The company has since expanded to develop domestically produced electric alternatives to traditionally fossil-fueled vehicles, starting with electric buses and electric motorcycles.

The electric bus and motorcycle projects launched into high gear last fall when Roam announced it raised $7.5 million in pre-Series A round funding to advance both projects.

In January 2022, Roam started piloting its all-electric bus—the first ever designed and developed in Africa—in preparation for commercial launch of the buses later this year. Ten buses will be tested at scale during this initial commercial deployment period, with the goal to extend electric bus services across Africa by the end of 2023. Along with bus deployment, several charging points will be installed around Nairobi using Roam’s existing range of products.

Credit: Roam, YouTube

While the electric bus project addresses needs in the public transportation industry, the electric motorcycle project aims to help electrify the motorcycle taxi and delivery, so called “boda-boda,” industry.

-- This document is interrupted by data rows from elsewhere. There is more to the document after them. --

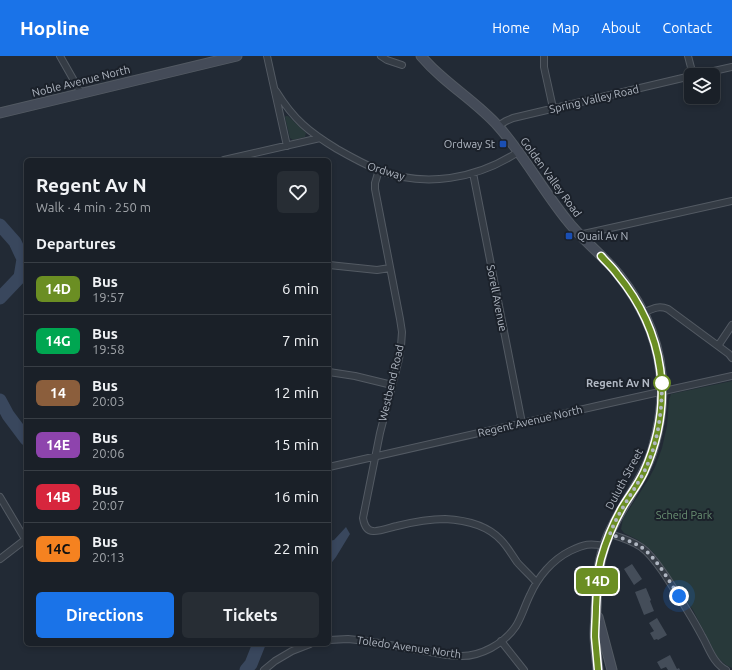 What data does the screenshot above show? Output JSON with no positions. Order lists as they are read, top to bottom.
{
  "streets": {
    "street": [
      "Noble Avenue North",
      "Spring Valley Road",
      "Ordway",
      "Golden Valley Road",
      "Sorell Avenue",
      "Westbend Road",
      "Regent Avenue North",
      "Duluth Street",
      "Toledo Avenue North"
    ]
  },
  "crossings": [
    ["Spring Valley Road", "Golden Valley Road"],
    ["Ordway", "Golden Valley Road"],
    ["Ordway", "Sorell Avenue"],
    ["Ordway", "Westbend Road"],
    ["Golden Valley Road", "Duluth Street"],
    ["Sorell Avenue", "Regent Avenue North"],
    ["Westbend Road", "Regent Avenue North"],
    ["Westbend Road", "Toledo Avenue North"],
    ["Regent Avenue North", "Duluth Street"],
    ["Duluth Street", "Toledo Avenue North"]
  ],
  "parks": ["Scheid Park"],
  "places": {
    "transit": ["Ordway St", "Quail Av N"],
    "other": ["Regent Av N"]
  },
  "lines": ["bus line 14D"],
  "page": {
    "header": "Hopline",
    "nav": [
      "Home",
      "Map",
      "About",
      "Contact"
    ],
    "on_map": "14D",
    "heading": [
      ["Regent Av N", "Walk · 4 min · 250 m"],
      "Departures"
    ],
    "list": [
      {
        "mark": "14D",
        "name": "Bus",
        "note": "19:57",
        "value": "6 min"
      },
      {
        "mark": "14G",
        "name": "Bus",
        "note": "19:58",
        "value": "7 min"
      },
      {
        "mark": "14",
        "name": "Bus",
        "note": "20:03",
        "value": "12 min"
      },
      {
        "mark": "14E",
        "name": "Bus",
        "note": "20:06",
        "value": "15 min"
      },
      {
        "mark": "14B",
        "name": "Bus",
        "note": "20:07",
        "value": "16 min"
      },
      {
        "mark": "14C",
        "name": "Bus",
        "note": "20:13",
        "value": "22 min"
      }
    ],
    "buttons": ["Directions", "Tickets"]
  }
}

The boda-boda industry is the fastest growing form of self and casual employment in Kenya and in many other countries. Unlike cars and buses, motorcycles cost much less to buy and run, perform well on inadequate infrastructure, can carry flexible kinds of loads, can access very remote areas, and can maneuver easily through traffic and congestion.

Currently, most of the motorcycles in Kenya are imported from other countries. So, Roam’s goal with the motorcycle project is two-fold—increase domestic production of supplies while also electrifying the sector.

Roam began designing and developing the electric motorcycle in 2019. The final version of the motorcycle, called Roam Air, is now available for preorder.

Unlike the initial pilot motorcycle, which featured a single battery module, the Roam Air has room for two 3.24 kWh battery packs.* This dual module allows one battery to be in use while the other is charging. The included portable charger can be plugged into any external 110/220V AC socket.

*NOTE: The Roam Air costs $1,500 and comes with one battery; the second battery can be added on for an additional $550.

Because the Roam Air was designed with boda-boda riders in mind, its frame is engineered to accommodate a storage compartment in the tank and increased carrying capacity on the subframe (payload of 485 lbs or 220 kg). The motorcycle itself, when set up with one battery, weights 298 lbs (135 kg).

Top speed for the motorcycle is 56 mph (90 km/h), and each battery is good for up to 56 miles of range.

Credit: Roam, YouTube

To help make the Roam Air available across Africa, Roam partnered with Uber to conduct the pilot program and has now agreed to supply Uber with 3,000 of the motorcycles by the end of 2022. Roam also signed a major supply agreement with M-KOPA, a Nairobi-based connected asset financing platform, to enable credit sales of the Roam Air, thereby lowering the barrier to entry for customers through affordable payment plans.

Roam’s efforts to electrify Africa are being acknowledged globally—the company was recognized as one of TIME’s 100 Most Influential Companies of 2022.

In addition to cleaner mobility, Roam is committed to gender equality in the workplace. Their website states that of the company’s nearly 100 employees, 40% are female in all areas.